Activity ->
Say how many lines of the data contain "where", and nothing more.
------------------------------------------------------------
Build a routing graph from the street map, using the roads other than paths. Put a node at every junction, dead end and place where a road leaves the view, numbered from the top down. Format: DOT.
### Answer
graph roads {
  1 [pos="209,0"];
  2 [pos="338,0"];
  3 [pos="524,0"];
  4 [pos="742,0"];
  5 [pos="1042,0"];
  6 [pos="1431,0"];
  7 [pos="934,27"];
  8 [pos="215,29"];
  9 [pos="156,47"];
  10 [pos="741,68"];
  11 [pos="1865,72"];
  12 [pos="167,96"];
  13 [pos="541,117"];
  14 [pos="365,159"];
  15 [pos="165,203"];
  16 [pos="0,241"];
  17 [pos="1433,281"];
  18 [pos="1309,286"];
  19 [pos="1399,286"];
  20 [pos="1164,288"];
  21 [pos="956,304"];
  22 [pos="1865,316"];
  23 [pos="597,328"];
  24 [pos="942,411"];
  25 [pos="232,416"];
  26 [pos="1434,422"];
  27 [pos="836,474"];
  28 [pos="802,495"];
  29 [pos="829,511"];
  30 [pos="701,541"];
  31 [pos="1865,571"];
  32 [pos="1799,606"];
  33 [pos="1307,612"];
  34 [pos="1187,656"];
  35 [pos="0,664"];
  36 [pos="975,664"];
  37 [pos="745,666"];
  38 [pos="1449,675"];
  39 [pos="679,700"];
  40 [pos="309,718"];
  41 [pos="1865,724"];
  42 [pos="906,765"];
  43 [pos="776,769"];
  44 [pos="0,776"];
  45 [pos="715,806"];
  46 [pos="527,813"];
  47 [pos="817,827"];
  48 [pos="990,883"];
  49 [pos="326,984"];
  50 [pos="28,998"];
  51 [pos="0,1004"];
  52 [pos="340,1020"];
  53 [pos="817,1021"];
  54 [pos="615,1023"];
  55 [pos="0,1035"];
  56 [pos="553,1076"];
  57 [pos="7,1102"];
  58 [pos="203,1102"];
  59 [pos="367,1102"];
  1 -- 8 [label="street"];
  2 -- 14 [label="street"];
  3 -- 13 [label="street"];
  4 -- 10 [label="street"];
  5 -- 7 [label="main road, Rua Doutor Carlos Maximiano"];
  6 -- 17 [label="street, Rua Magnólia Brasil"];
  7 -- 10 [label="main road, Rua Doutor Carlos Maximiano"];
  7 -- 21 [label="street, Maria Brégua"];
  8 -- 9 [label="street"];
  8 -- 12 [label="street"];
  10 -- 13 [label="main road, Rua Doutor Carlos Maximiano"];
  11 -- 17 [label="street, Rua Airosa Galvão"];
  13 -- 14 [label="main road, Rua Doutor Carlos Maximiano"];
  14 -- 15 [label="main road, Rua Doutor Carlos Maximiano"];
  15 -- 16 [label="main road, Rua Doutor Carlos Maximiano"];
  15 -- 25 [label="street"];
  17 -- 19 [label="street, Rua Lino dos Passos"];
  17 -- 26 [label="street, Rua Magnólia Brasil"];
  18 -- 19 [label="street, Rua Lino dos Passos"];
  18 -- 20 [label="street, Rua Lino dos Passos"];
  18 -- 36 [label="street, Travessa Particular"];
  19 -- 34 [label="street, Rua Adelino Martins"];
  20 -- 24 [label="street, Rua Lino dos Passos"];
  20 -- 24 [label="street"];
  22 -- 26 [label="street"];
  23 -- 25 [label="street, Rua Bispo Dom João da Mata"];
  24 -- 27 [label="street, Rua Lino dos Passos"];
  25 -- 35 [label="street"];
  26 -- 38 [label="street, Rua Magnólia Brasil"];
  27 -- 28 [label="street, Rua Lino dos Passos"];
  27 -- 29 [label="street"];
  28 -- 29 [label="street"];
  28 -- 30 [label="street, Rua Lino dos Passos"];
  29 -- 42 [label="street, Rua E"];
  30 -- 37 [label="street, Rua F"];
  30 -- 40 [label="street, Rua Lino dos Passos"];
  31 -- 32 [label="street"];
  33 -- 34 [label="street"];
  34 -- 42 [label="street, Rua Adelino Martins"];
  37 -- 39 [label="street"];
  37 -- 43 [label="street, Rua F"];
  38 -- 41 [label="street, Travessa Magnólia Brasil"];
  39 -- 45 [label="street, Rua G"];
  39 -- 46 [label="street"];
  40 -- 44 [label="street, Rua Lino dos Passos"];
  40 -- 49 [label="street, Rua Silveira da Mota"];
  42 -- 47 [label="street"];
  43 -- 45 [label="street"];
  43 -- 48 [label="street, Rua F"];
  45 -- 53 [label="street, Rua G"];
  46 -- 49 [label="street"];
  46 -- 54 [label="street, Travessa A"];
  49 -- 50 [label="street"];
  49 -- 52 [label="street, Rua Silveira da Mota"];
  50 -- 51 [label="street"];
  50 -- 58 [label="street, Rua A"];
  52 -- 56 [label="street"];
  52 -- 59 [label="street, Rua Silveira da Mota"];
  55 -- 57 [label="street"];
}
------------------------------------------------------------
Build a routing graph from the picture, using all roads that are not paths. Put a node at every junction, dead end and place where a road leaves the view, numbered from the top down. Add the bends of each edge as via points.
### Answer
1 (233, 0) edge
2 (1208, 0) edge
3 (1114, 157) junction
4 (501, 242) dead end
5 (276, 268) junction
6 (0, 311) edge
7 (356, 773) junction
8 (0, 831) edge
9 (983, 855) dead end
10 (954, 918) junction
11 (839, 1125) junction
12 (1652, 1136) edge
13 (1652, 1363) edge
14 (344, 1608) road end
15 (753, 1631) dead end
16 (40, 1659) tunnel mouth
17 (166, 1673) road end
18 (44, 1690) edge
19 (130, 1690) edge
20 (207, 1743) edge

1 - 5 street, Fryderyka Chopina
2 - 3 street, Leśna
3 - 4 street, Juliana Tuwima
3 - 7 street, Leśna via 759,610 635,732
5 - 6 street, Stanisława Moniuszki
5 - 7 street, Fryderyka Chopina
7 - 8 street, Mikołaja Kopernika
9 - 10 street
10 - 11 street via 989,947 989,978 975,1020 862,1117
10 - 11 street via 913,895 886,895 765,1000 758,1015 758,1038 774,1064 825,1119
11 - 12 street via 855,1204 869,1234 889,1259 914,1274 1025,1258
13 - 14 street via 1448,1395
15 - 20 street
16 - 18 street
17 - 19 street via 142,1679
------------------------------------------------------------
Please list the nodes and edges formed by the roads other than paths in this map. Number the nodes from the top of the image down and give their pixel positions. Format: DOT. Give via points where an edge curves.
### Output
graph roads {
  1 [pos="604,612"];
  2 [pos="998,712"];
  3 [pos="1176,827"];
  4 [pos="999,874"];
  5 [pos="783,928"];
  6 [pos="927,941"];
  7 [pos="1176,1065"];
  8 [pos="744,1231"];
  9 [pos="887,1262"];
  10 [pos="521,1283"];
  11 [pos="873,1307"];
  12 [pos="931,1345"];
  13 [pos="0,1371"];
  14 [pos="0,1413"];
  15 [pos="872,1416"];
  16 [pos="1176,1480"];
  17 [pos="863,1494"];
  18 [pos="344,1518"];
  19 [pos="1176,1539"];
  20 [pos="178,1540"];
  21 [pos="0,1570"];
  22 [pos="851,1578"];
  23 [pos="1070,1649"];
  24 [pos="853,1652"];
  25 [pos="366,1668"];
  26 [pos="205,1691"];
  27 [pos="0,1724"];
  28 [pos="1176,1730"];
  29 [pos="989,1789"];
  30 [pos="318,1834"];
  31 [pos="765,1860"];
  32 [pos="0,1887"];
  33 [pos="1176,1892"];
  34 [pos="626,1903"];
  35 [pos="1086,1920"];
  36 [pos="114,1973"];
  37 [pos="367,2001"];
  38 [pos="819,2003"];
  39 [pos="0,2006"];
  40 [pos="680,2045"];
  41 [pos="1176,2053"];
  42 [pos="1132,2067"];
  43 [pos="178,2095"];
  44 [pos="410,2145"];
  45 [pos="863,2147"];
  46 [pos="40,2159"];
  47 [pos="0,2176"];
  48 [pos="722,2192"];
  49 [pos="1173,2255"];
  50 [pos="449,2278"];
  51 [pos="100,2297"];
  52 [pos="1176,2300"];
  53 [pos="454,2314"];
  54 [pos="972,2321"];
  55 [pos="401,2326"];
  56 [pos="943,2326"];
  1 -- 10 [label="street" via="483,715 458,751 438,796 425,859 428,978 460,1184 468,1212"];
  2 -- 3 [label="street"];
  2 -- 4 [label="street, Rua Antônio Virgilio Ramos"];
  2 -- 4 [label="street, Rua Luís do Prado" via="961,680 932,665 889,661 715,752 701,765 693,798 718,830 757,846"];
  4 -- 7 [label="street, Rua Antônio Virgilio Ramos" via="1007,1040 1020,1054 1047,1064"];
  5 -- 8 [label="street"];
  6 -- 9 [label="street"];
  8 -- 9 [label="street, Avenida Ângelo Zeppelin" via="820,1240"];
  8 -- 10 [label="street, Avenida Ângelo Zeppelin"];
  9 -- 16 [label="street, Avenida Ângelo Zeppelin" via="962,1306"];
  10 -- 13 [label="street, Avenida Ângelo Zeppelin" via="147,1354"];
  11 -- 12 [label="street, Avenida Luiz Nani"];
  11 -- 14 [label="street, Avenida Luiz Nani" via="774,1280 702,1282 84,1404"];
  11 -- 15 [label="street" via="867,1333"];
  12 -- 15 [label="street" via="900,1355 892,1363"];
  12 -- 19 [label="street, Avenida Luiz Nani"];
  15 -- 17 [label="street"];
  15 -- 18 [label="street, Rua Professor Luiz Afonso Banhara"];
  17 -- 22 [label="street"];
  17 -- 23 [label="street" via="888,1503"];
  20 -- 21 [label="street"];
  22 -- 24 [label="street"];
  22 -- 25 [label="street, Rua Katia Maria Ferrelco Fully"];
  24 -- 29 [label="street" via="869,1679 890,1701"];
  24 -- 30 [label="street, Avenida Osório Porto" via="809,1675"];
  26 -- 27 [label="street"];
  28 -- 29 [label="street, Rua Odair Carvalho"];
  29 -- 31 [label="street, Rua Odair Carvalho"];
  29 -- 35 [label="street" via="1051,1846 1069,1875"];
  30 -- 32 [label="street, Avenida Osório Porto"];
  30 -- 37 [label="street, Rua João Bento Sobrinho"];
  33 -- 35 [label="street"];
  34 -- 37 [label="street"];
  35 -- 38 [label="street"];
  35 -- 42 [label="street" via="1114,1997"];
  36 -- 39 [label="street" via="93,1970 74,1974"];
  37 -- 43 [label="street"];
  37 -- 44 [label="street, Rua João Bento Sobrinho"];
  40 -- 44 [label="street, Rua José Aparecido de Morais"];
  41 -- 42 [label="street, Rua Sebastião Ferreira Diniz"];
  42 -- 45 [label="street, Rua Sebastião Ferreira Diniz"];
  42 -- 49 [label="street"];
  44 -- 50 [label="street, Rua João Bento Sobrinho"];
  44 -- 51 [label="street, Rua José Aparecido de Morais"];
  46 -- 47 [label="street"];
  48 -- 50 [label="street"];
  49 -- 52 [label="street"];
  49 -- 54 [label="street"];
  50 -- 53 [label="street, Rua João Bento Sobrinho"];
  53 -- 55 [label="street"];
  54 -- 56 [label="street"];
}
------------------------------------------------------------
Response box ->
3